Directions for this task: Copy out every record below exactly as written, but leave out any pictures.

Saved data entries
== Segment start ==

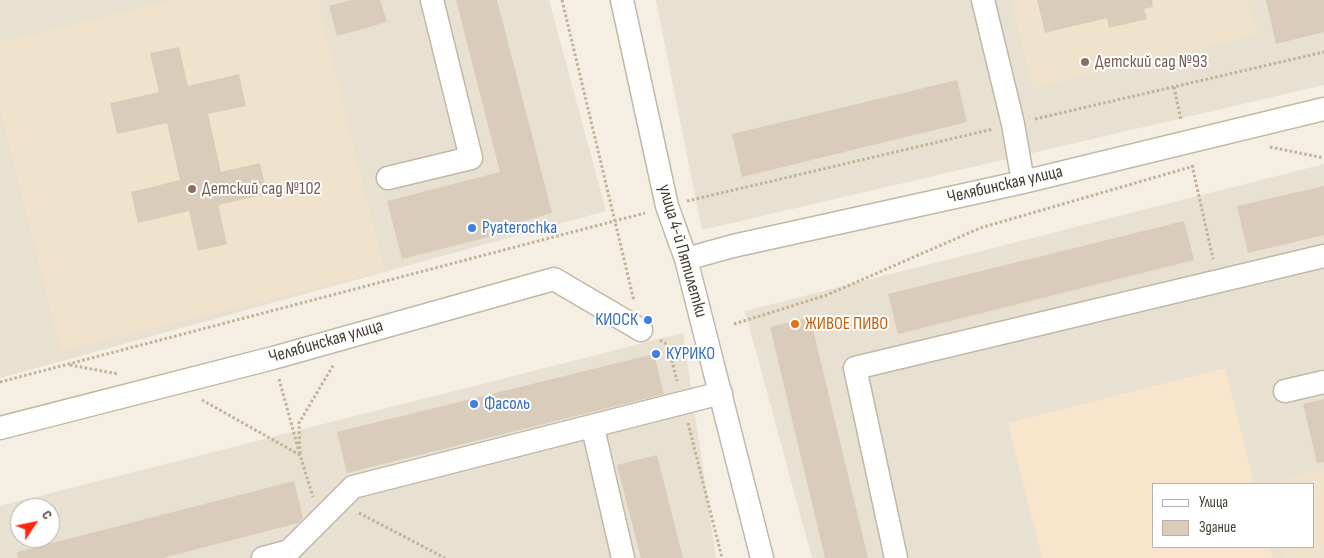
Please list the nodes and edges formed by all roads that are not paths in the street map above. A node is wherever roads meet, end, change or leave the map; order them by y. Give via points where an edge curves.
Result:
1 (432, 0) edge
2 (622, 0) edge
3 (983, 0) edge
4 (1324, 109) edge
5 (388, 178) dead end
6 (1023, 182) junction
7 (1324, 256) edge
8 (686, 259) junction
9 (642, 330) road end
10 (1324, 382) edge
11 (1285, 391) dead end
12 (721, 393) junction
13 (0, 428) edge
14 (593, 428) junction
15 (263, 558) edge
16 (623, 558) edge
17 (762, 558) edge
18 (896, 558) edge

1 - 5 street via 471,158
2 - 8 street, улица 4-й Пятилетки via 667,206
3 - 6 street via 1013,124
4 - 6 street, Челябинская улица
6 - 8 street, Челябинская улица
7 - 18 street via 855,368
8 - 12 street, улица 4-й Пятилетки
9 - 13 street, Челябинская улица via 554,279 273,358
10 - 11 street
12 - 14 street
12 - 17 street, улица 4-й Пятилетки
14 - 15 street via 353,487 289,551
14 - 16 street

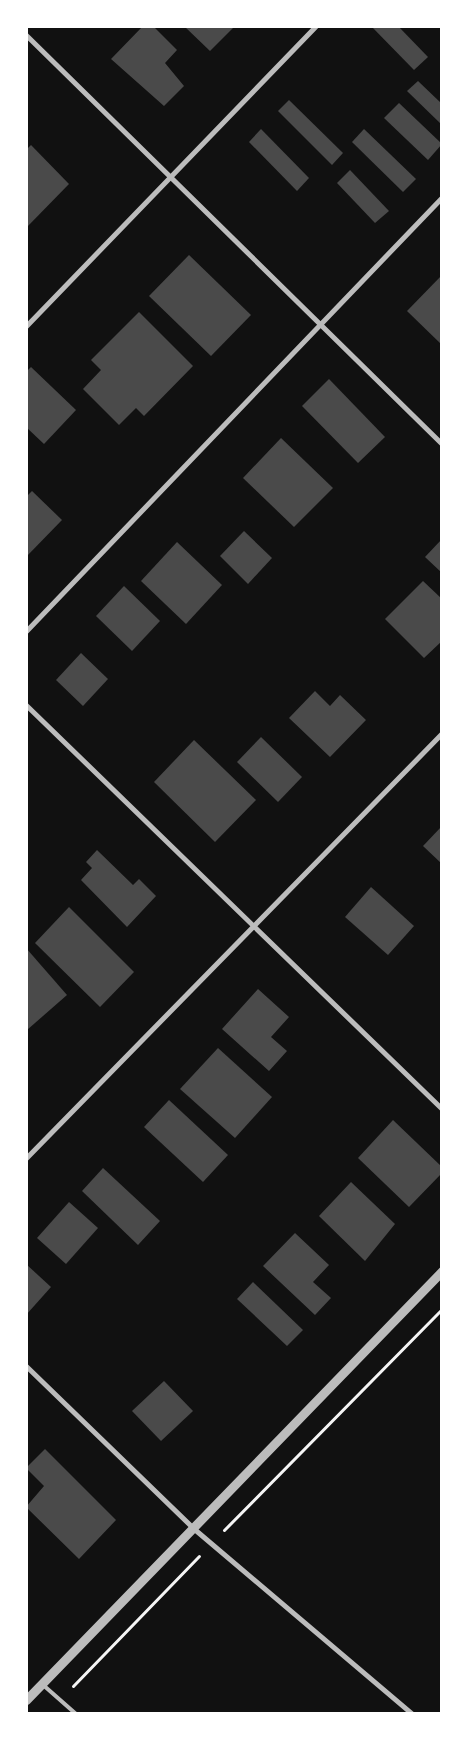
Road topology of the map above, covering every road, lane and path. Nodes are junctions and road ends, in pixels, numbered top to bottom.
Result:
1 (316, 26) edge
2 (26, 35) edge
3 (168, 178) junction
4 (442, 197) edge
5 (320, 324) junction
6 (26, 326) edge
7 (442, 444) edge
8 (26, 632) edge
9 (26, 705) edge
10 (442, 733) edge
11 (252, 927) junction
12 (442, 1109) edge
13 (26, 1158) edge
14 (442, 1271) edge
15 (442, 1309) edge
16 (26, 1366) edge
17 (193, 1528) junction
18 (211, 1543) junction
19 (42, 1684) junction
20 (60, 1699) junction
21 (26, 1700) edge
22 (76, 1714) edge
23 (412, 1714) edge

1 - 3 street
2 - 3 street
3 - 5 street
3 - 6 street
4 - 5 street
5 - 7 street
5 - 8 street
9 - 11 street
10 - 11 street
11 - 12 street
11 - 13 street
14 - 17 street
15 - 18 path
16 - 17 street
17 - 18 street
17 - 19 street
18 - 20 path
18 - 23 street
19 - 20 lane
19 - 21 street
20 - 22 lane

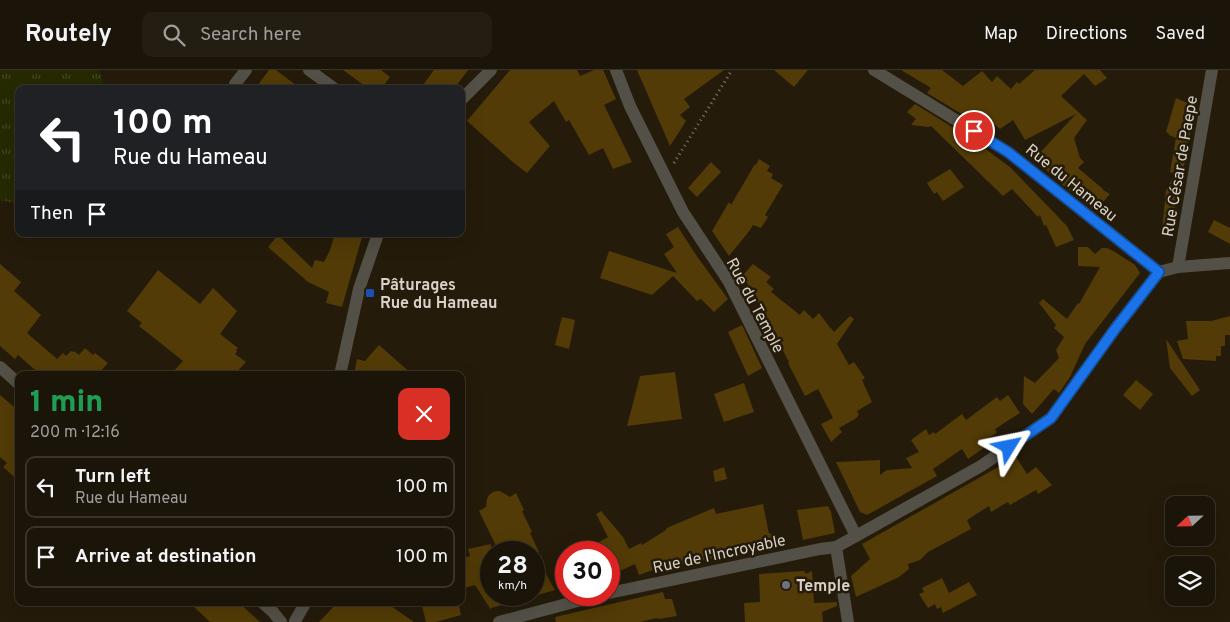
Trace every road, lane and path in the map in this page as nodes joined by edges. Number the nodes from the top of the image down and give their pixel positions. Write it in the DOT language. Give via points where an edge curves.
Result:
graph roads {
  1 [pos="246,70"];
  2 [pos="309,70"];
  3 [pos="491,70"];
  4 [pos="616,70"];
  5 [pos="732,70"];
  6 [pos="874,70"];
  7 [pos="1212,70"];
  8 [pos="235,84"];
  9 [pos="329,85"];
  10 [pos="465,96"];
  11 [pos="666,177"];
  12 [pos="377,237"];
  13 [pos="1230,263"];
  14 [pos="1178,267"];
  15 [pos="1159,272"];
  16 [pos="0,367"];
  17 [pos="341,371"];
  18 [pos="15,380"];
  19 [pos="856,536"];
  20 [pos="836,547"];
  21 [pos="620,590"];
  22 [pos="266,606"];
  23 [pos="303,606"];
  24 [pos="559,606"];
  25 [pos="289,622"];
  26 [pos="499,622"];
  27 [pos="848,622"];
  1 -- 8 [label="street"];
  2 -- 9 [label="street"];
  3 -- 10 [label="street"];
  4 -- 11 [label="street, Rue du Temple" via="630,106"];
  5 -- 11 [label="path"];
  6 -- 15 [label="street, Rue du Hameau" via="1008,152"];
  7 -- 14 [label="street, Rue César de Paepe"];
  11 -- 19 [label="street, Rue du Temple" via="683,212 729,282"];
  12 -- 17 [label="street" via="359,288"];
  13 -- 14 [label="street"];
  14 -- 15 [label="street"];
  15 -- 19 [label="street" via="1051,418 981,466"];
  16 -- 18 [label="street"];
  19 -- 20 [label="street"];
  20 -- 21 [label="street, Rue de l'Incroyable"];
  20 -- 27 [label="street"];
  22 -- 25 [label="street"];
  23 -- 25 [label="street"];
  24 -- 26 [label="street"];
}
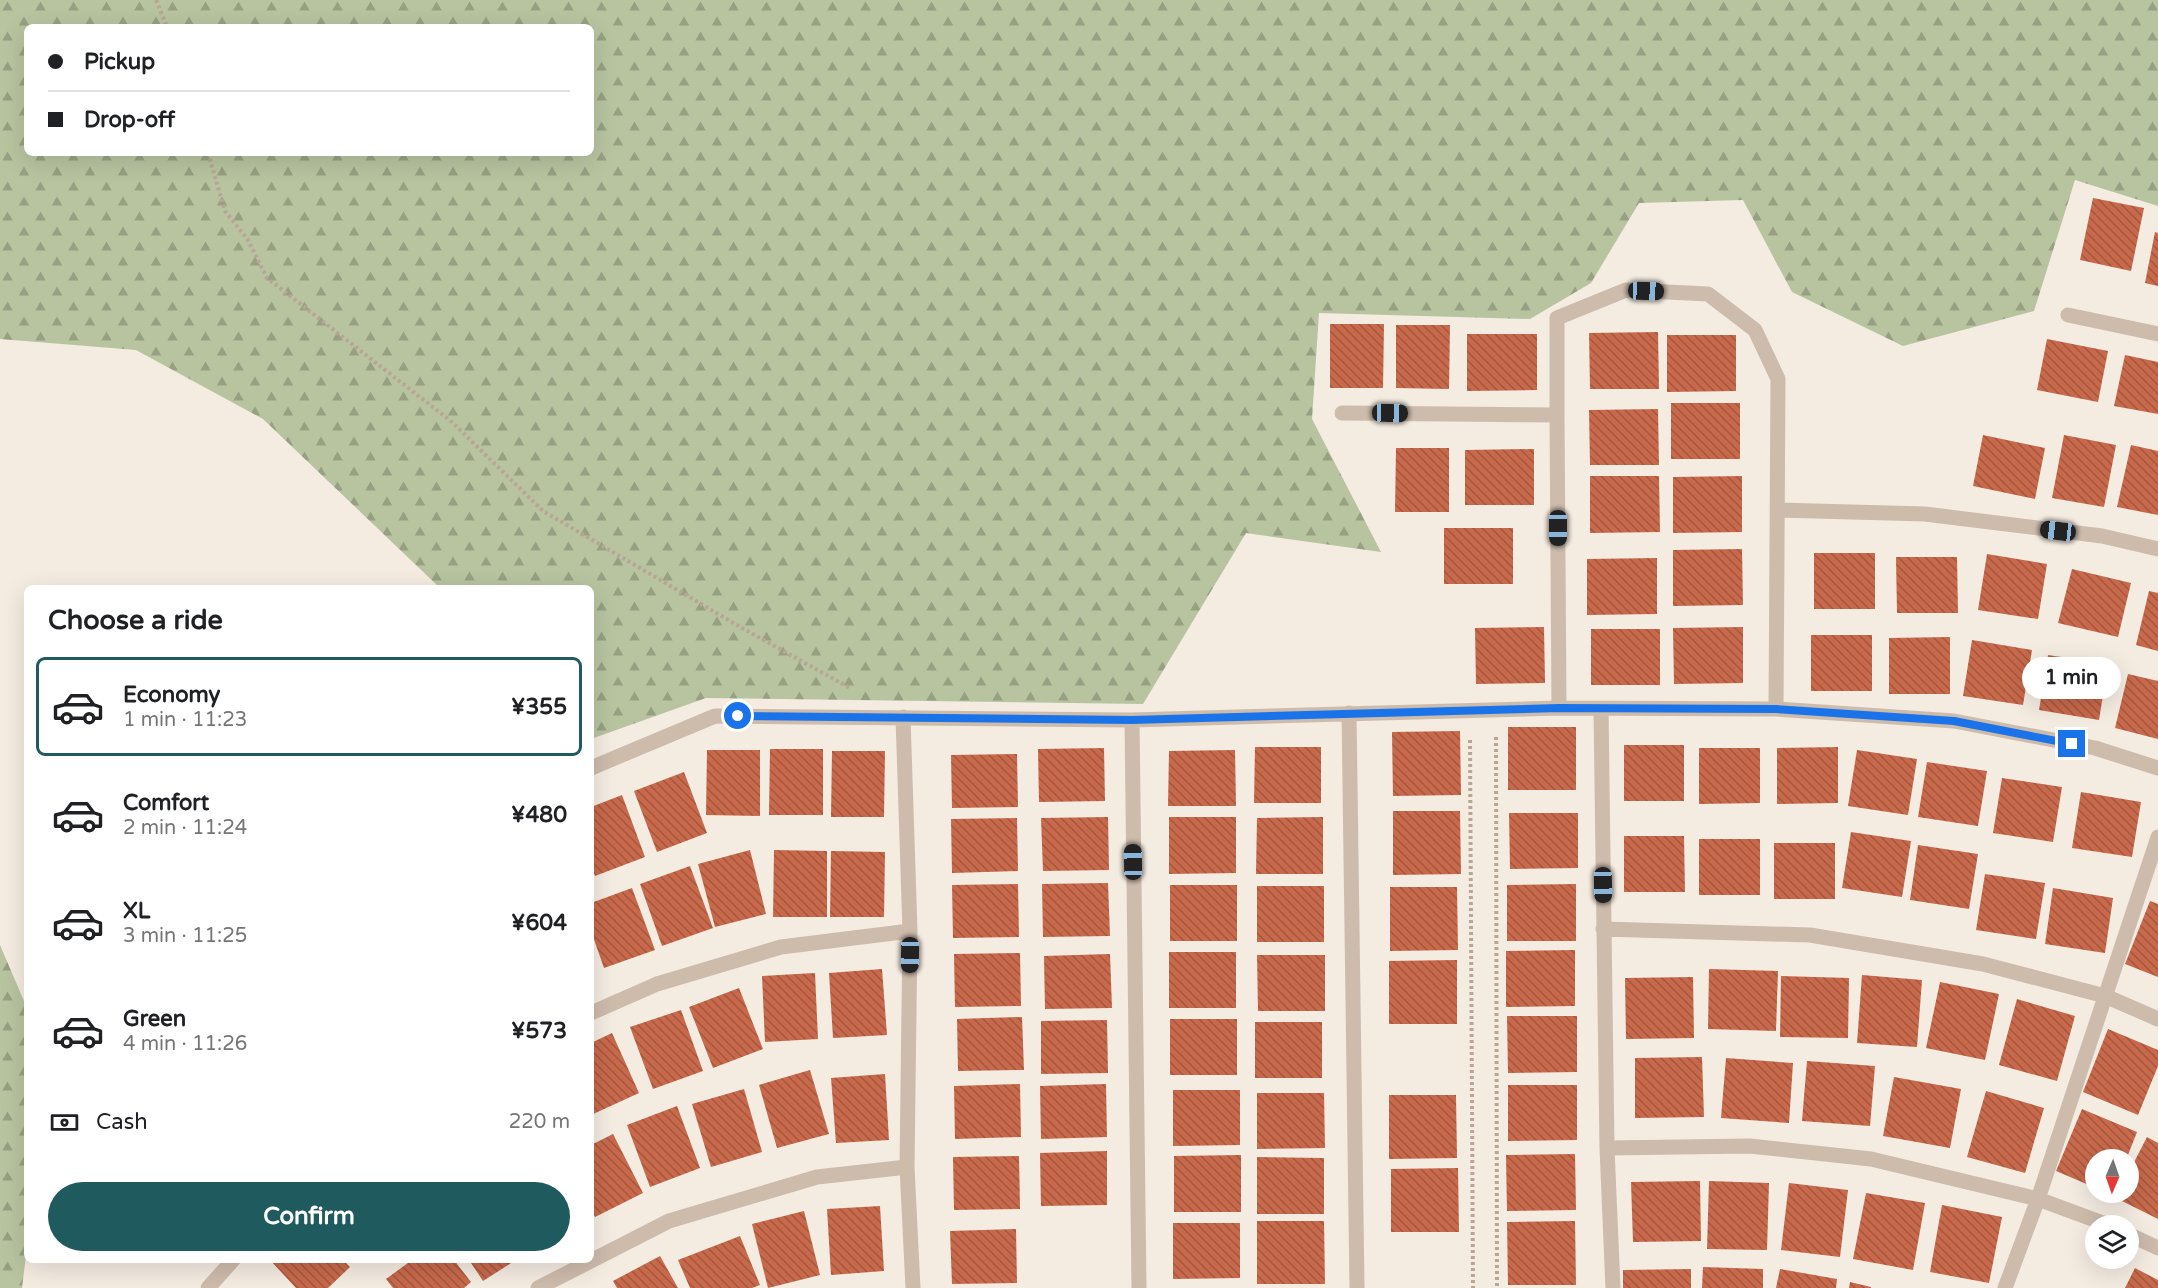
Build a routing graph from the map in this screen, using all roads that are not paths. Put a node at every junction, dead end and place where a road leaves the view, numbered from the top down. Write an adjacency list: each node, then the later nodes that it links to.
1 (2068, 315): 2 (street)
2 (2158, 334)
3 (1342, 413): 4 (street)
4 (1557, 415): 5 (street); 7 (street)
5 (1778, 510): 6 (street); 8 (street)
6 (2158, 549)
7 (1559, 708): 9 (street); 10 (street)
8 (1776, 709): 9 (street); 14 (street)
9 (1601, 710): 16 (street)
10 (1349, 713): 12 (street); 34 (street)
11 (903, 717): 12 (street); 13 (street); 17 (street)
12 (1132, 720): 33 (street)
13 (594, 767)
14 (2158, 768)
15 (2158, 837): 18 (street)
16 (1603, 929): 18 (street); 21 (street)
17 (910, 931): 19 (street); 22 (street)
18 (2105, 996): 20 (street); 23 (street)
19 (594, 1012)
20 (2158, 1019)
21 (1607, 1148): 23 (street); 35 (street)
22 (907, 1167): 27 (street); 32 (street)
23 (2038, 1199): 24 (street); 36 (street)
24 (2085, 1216)
25 (2139, 1239): 26 (street)
26 (2158, 1248)
27 (594, 1259)
28 (230, 1263): 30 (street)
29 (587, 1263): 31 (street)
30 (208, 1288)
31 (538, 1288)
32 (913, 1288)
33 (1139, 1288)
34 (1357, 1288)
35 (1613, 1288)
36 (2005, 1288)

== Segment end ==

Reply:
Please list the nodes and edges formed by all roads that are not paths in the street map above. A node is wherever roads meet, end, change or leave the map; order them by y. Give via points where an edge curves.
Result:
1 (432, 0) edge
2 (622, 0) edge
3 (983, 0) edge
4 (1324, 109) edge
5 (388, 178) dead end
6 (1023, 182) junction
7 (1324, 256) edge
8 (686, 259) junction
9 (642, 330) road end
10 (1324, 382) edge
11 (1285, 391) dead end
12 (721, 393) junction
13 (0, 428) edge
14 (593, 428) junction
15 (263, 558) edge
16 (623, 558) edge
17 (762, 558) edge
18 (896, 558) edge

1 - 5 street via 471,158
2 - 8 street, улица 4-й Пятилетки via 667,206
3 - 6 street via 1013,124
4 - 6 street, Челябинская улица
6 - 8 street, Челябинская улица
7 - 18 street via 855,368
8 - 12 street, улица 4-й Пятилетки
9 - 13 street, Челябинская улица via 554,279 273,358
10 - 11 street
12 - 14 street
12 - 17 street, улица 4-й Пятилетки
14 - 15 street via 353,487 289,551
14 - 16 street

Road topology of the map above, covering every road, lane and path. Nodes are junctions and road ends, in pixels, numbered top to bottom.
Result:
1 (316, 26) edge
2 (26, 35) edge
3 (168, 178) junction
4 (442, 197) edge
5 (320, 324) junction
6 (26, 326) edge
7 (442, 444) edge
8 (26, 632) edge
9 (26, 705) edge
10 (442, 733) edge
11 (252, 927) junction
12 (442, 1109) edge
13 (26, 1158) edge
14 (442, 1271) edge
15 (442, 1309) edge
16 (26, 1366) edge
17 (193, 1528) junction
18 (211, 1543) junction
19 (42, 1684) junction
20 (60, 1699) junction
21 (26, 1700) edge
22 (76, 1714) edge
23 (412, 1714) edge

1 - 3 street
2 - 3 street
3 - 5 street
3 - 6 street
4 - 5 street
5 - 7 street
5 - 8 street
9 - 11 street
10 - 11 street
11 - 12 street
11 - 13 street
14 - 17 street
15 - 18 path
16 - 17 street
17 - 18 street
17 - 19 street
18 - 20 path
18 - 23 street
19 - 20 lane
19 - 21 street
20 - 22 lane

Trace every road, lane and path in the map in this page as nodes joined by edges. Number the nodes from the top of the image down and give their pixel positions. Write it in the DOT language. Give via points where an edge curves.
Result:
graph roads {
  1 [pos="246,70"];
  2 [pos="309,70"];
  3 [pos="491,70"];
  4 [pos="616,70"];
  5 [pos="732,70"];
  6 [pos="874,70"];
  7 [pos="1212,70"];
  8 [pos="235,84"];
  9 [pos="329,85"];
  10 [pos="465,96"];
  11 [pos="666,177"];
  12 [pos="377,237"];
  13 [pos="1230,263"];
  14 [pos="1178,267"];
  15 [pos="1159,272"];
  16 [pos="0,367"];
  17 [pos="341,371"];
  18 [pos="15,380"];
  19 [pos="856,536"];
  20 [pos="836,547"];
  21 [pos="620,590"];
  22 [pos="266,606"];
  23 [pos="303,606"];
  24 [pos="559,606"];
  25 [pos="289,622"];
  26 [pos="499,622"];
  27 [pos="848,622"];
  1 -- 8 [label="street"];
  2 -- 9 [label="street"];
  3 -- 10 [label="street"];
  4 -- 11 [label="street, Rue du Temple" via="630,106"];
  5 -- 11 [label="path"];
  6 -- 15 [label="street, Rue du Hameau" via="1008,152"];
  7 -- 14 [label="street, Rue César de Paepe"];
  11 -- 19 [label="street, Rue du Temple" via="683,212 729,282"];
  12 -- 17 [label="street" via="359,288"];
  13 -- 14 [label="street"];
  14 -- 15 [label="street"];
  15 -- 19 [label="street" via="1051,418 981,466"];
  16 -- 18 [label="street"];
  19 -- 20 [label="street"];
  20 -- 21 [label="street, Rue de l'Incroyable"];
  20 -- 27 [label="street"];
  22 -- 25 [label="street"];
  23 -- 25 [label="street"];
  24 -- 26 [label="street"];
}
Build a routing graph from the map in this screen, using all roads that are not paths. Put a node at every junction, dead end and place where a road leaves the view, numbered from the top down. Write an adjacency list: each node, then the later nodes that it links to.
1 (2068, 315): 2 (street)
2 (2158, 334)
3 (1342, 413): 4 (street)
4 (1557, 415): 5 (street); 7 (street)
5 (1778, 510): 6 (street); 8 (street)
6 (2158, 549)
7 (1559, 708): 9 (street); 10 (street)
8 (1776, 709): 9 (street); 14 (street)
9 (1601, 710): 16 (street)
10 (1349, 713): 12 (street); 34 (street)
11 (903, 717): 12 (street); 13 (street); 17 (street)
12 (1132, 720): 33 (street)
13 (594, 767)
14 (2158, 768)
15 (2158, 837): 18 (street)
16 (1603, 929): 18 (street); 21 (street)
17 (910, 931): 19 (street); 22 (street)
18 (2105, 996): 20 (street); 23 (street)
19 (594, 1012)
20 (2158, 1019)
21 (1607, 1148): 23 (street); 35 (street)
22 (907, 1167): 27 (street); 32 (street)
23 (2038, 1199): 24 (street); 36 (street)
24 (2085, 1216)
25 (2139, 1239): 26 (street)
26 (2158, 1248)
27 (594, 1259)
28 (230, 1263): 30 (street)
29 (587, 1263): 31 (street)
30 (208, 1288)
31 (538, 1288)
32 (913, 1288)
33 (1139, 1288)
34 (1357, 1288)
35 (1613, 1288)
36 (2005, 1288)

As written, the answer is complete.